Milli Eğitim Bakanlığı bir açıklama yaparak bu yıl ilköğretime yeni başlayacak öğrencilerin kayıtlarının Ağustos ayında değil Haziran ayında yapılacağını duyurdu.
Herkesin bildiği gibi kayıt dönemi sadece çocuklarımızın okula attıkları ilk adım değil, aynı zamanda paralı eğitime de atılmış ilk adımdır. Çocuğunu okula kayıt ettirme telaşındaki aileler bu ilk adımda soyulurlar. Kayıt döneminde başlayan soygun yıl boyu temizlik parası, spor parası, yakıt parası, sözleşmeli öğretmen parası, karne parası gibi gerekçeler uydurularak sürer gider. “Eğitim tüm çocuklar için bir hak olmaktan öte bir zorunluluk olduğunu” ve okul yönetimlerinin bu kayıtları para almadan yapmak zorunda olduklarından habersiz yoksul aileler, uzun süren pazarlıklar ve kavgalar sonucu çocuklarını güç bela okula kaydettirmeyi başarabilirler. Her sene Milli Eğitim Bakanı o geleneksel açıklamasını yapar ve “Velilerden zorla para alana gerekli işlem yapılacağını” duyurur. Ancak bugüne kadar velileri soyup soğana çeviren herhangi bir idareci hakkında işlem yapıldığını da gören duyan olmamıştır. Bu danışıklı dövüşün sonucunda kaybeden genelde öğrenci velisi olur.
Büyük bir heyecanla çocuğunu okula getiren velinin eline ilk olarak bir liste tutuşturulur. Listedeki malzemeleri okulun karşısındaki kırtasiyeden alıp kendilerine teslim etmesi söylenir.

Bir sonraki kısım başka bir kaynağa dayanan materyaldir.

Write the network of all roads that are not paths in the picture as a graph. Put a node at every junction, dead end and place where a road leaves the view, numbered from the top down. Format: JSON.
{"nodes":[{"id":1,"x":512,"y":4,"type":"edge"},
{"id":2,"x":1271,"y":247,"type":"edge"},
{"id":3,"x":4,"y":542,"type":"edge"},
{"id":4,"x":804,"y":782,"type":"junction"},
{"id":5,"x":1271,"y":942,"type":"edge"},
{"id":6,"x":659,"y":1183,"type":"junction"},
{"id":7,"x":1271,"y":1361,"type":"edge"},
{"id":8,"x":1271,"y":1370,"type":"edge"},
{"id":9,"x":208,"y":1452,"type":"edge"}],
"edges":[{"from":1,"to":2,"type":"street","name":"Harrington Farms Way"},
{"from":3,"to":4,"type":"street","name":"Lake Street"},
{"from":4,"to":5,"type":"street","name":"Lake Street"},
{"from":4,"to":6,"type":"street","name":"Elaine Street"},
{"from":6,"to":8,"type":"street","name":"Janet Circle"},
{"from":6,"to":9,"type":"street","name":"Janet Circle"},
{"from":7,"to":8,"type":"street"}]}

Listede neler yoktur ki: Dosya kağıdı, pul, telefon kartı, kalem, defter vs... Böylece okulun bir yıllık kırtasiye ihtiyacı velilerden karşılanır. Kırtasiyede genellikle hazır satılan bu paketi bir şekilde alan veli henüz soygundan kurtulmuş değildir. Ondan okula bağış yapması istenir. Parası yoksa kayıt yapılamayacağı, bir yerlerden bulması gerektiği kibarca belirtilir. Veli biraz dişli çıkar ve bu miktarda parayı bulamayacağını söylerse pazarlık yapılır. Pazarlıkta uzlaşma sağlanmadığında okul yönetimi son kozunu oynar: “ Senin çocuğun için ayırdığın para yok mu?” diyerek karşısındakinin annelik ve babalık sorumluluğunu taşımadığını söylediğinde ailenin tüm savunması çöker. Çünkü o para ödemekte zorlanan tek kendisi zanneder. Ve bir şekilde borç harç o para bulup buluşturulur ve eğitim pazarlamacılarına teslim edilir.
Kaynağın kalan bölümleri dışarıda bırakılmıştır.